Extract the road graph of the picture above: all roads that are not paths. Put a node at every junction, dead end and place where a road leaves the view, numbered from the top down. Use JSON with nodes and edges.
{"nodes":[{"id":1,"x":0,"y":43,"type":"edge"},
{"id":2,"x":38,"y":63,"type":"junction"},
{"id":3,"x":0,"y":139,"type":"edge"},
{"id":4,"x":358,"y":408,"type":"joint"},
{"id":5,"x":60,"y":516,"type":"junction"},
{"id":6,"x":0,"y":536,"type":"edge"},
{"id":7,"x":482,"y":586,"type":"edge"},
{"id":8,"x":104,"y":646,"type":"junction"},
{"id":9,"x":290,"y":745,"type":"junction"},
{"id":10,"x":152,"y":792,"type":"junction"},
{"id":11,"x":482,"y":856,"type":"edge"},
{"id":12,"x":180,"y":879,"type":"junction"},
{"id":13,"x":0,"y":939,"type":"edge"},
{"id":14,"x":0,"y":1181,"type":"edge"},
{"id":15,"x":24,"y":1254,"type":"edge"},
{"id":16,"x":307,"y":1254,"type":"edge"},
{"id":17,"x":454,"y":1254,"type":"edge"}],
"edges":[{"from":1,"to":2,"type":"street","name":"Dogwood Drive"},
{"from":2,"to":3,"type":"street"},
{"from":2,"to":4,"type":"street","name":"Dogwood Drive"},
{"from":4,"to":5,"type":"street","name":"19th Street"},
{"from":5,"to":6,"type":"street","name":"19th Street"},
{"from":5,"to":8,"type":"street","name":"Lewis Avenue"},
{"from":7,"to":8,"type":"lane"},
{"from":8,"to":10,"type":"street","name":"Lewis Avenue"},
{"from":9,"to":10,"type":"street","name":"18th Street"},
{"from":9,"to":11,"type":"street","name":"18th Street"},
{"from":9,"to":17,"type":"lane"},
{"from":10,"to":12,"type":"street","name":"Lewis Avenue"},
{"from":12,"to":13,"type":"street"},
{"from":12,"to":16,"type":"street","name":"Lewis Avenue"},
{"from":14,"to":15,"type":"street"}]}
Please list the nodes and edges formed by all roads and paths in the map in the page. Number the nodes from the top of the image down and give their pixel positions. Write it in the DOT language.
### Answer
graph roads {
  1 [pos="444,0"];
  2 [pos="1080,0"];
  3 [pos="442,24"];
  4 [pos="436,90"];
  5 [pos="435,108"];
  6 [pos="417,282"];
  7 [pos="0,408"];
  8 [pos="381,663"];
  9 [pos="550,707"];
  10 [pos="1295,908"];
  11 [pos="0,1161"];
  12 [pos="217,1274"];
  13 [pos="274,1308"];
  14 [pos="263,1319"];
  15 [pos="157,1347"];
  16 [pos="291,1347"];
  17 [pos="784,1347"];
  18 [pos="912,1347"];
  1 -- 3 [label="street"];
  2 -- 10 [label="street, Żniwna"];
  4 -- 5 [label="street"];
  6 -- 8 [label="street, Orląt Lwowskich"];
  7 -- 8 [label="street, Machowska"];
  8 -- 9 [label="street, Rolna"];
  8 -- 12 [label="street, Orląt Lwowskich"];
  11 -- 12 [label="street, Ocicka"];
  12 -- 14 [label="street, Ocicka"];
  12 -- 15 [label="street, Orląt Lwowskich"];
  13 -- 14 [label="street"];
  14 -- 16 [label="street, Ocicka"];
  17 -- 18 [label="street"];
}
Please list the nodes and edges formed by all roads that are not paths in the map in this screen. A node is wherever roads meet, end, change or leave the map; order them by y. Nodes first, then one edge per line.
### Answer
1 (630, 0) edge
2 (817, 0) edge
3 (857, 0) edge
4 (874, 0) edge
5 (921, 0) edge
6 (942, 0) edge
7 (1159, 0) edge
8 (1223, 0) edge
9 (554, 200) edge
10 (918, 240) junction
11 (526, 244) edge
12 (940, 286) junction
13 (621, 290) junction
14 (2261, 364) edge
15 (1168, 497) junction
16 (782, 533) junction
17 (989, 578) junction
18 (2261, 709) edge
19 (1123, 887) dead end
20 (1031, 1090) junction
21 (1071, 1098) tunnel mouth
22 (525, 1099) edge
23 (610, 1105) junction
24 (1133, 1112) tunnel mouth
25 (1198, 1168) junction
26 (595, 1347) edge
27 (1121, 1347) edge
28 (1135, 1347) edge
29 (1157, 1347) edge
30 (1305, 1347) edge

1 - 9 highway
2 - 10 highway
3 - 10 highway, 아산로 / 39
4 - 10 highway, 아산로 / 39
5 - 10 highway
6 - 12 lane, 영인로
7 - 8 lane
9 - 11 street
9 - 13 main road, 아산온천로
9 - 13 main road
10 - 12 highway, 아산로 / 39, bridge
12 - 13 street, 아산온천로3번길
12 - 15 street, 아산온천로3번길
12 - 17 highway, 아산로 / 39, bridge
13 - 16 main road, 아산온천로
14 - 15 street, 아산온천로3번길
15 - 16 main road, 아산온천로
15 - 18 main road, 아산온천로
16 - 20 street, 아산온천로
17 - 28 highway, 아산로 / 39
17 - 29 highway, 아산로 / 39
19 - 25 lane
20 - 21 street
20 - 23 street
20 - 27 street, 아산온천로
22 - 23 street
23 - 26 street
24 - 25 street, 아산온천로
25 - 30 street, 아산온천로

WORK REQUEST
Which lines of the data contain "paths"? Copy them all.

RESPONSE
Extract the road graph of the picture above: all roads that are not paths. Put a node at every junction, dead end and place where a road leaves the view, numbered from the top down. Use JSON with nodes and edges.
Please list the nodes and edges formed by all roads and paths in the map in the page. Number the nodes from the top of the image down and give their pixel positions. Write it in the DOT language.
Please list the nodes and edges formed by all roads that are not paths in the map in this screen. A node is wherever roads meet, end, change or leave the map; order them by y. Nodes first, then one edge per line.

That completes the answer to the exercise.